[Autotest] [PATCH] virt: Update and enhance save_restore test

Chris Evich Fri, 13 Jan 2012 15:03:07 -0800

* Cleaned up subtest config comments and lifecycle varients

* Fixed a race condition between ssh session recovery and host tcp
  recovery.  Moral: Don't leave ssh sessions open during save/restore.


* Enhanced test to run backgrounded command on guest that dirties
  memory and keeps at least one CPU 99% busy in guest. Attempt
  made to stop background job when testing done. Warning issued if it
  will not be possible to kill the background process.

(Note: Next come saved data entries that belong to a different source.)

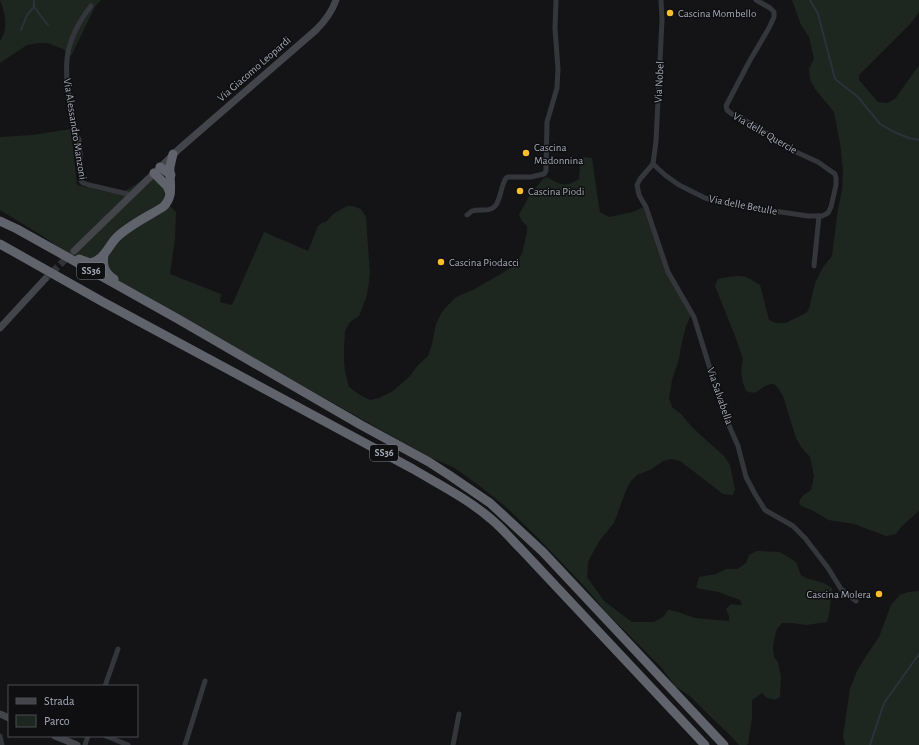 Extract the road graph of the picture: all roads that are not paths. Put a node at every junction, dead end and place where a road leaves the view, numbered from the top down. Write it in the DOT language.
graph roads {
  1 [pos="336,0"];
  2 [pos="556,0"];
  3 [pos="661,0"];
  4 [pos="756,0"];
  5 [pos="91,6"];
  6 [pos="176,151"];
  7 [pos="653,164"];
  8 [pos="157,170"];
  9 [pos="171,176"];
  10 [pos="170,193"];
  11 [pos="132,195"];
  12 [pos="467,215"];
  13 [pos="819,216"];
  14 [pos="2,222"];
  15 [pos="2,245"];
  16 [pos="74,251"];
  17 [pos="104,255"];
  18 [pos="814,266"];
  19 [pos="45,279"];
  20 [pos="178,320"];
  21 [pos="0,328"];
  22 [pos="856,601"];
  23 [pos="118,649"];
  24 [pos="205,681"];
  25 [pos="105,685"];
  26 [pos="459,714"];
  27 [pos="0,736"];
  28 [pos="57,737"];
  29 [pos="108,737"];
  30 [pos="2,745"];
  31 [pos="77,745"];
  32 [pos="128,745"];
  33 [pos="185,745"];
  34 [pos="453,745"];
  35 [pos="705,745"];
  36 [pos="724,745"];
  1 -- 6 [label="street, Via Giacomo Leopardi"];
  2 -- 12 [label="street"];
  3 -- 7 [label="street, Via Nobel"];
  4 -- 13 [label="street, Via delle Quercie"];
  5 -- 11 [label="street, Via Alessandro Manzoni"];
  6 -- 8 [label="street, Via Giacomo Leopardi"];
  6 -- 9 [label="highway"];
  7 -- 13 [label="street, Via delle Betulle"];
  7 -- 22 [label="street, Via Salvabella"];
  8 -- 9 [label="highway"];
  8 -- 10 [label="highway"];
  8 -- 11 [label="street, Via Giacomo Leopardi"];
  9 -- 10 [label="highway"];
  10 -- 17 [label="highway"];
  11 -- 16 [label="street, Via Giacomo Leopardi"];
  13 -- 18 [label="street"];
  14 -- 17 [label="highway"];
  14 -- 20 [label="highway, SS36"];
  15 -- 35 [label="highway, SS36"];
  17 -- 20 [label="highway"];
  19 -- 21 [label="street"];
  20 -- 36 [label="highway, SS36"];
  23 -- 25 [label="street"];
  24 -- 33 [label="street"];
  26 -- 34 [label="street"];
  27 -- 30 [label="street"];
  28 -- 31 [label="street"];
  29 -- 32 [label="street"];
}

Note: Smoke-tested on f16 host fine, there's a problem/bug on
      RHEL hosts which I'm still tracking down.

Signed-off-by: Chris Evich <[email protected]>
---
 client/virt/subtests.cfg.sample   |   17 ++--------
 client/virt/tests/save_restore.py |   66 ++++++++++++++++++++++++++++++------
 2 files changed, 58 insertions(+), 25 deletions(-)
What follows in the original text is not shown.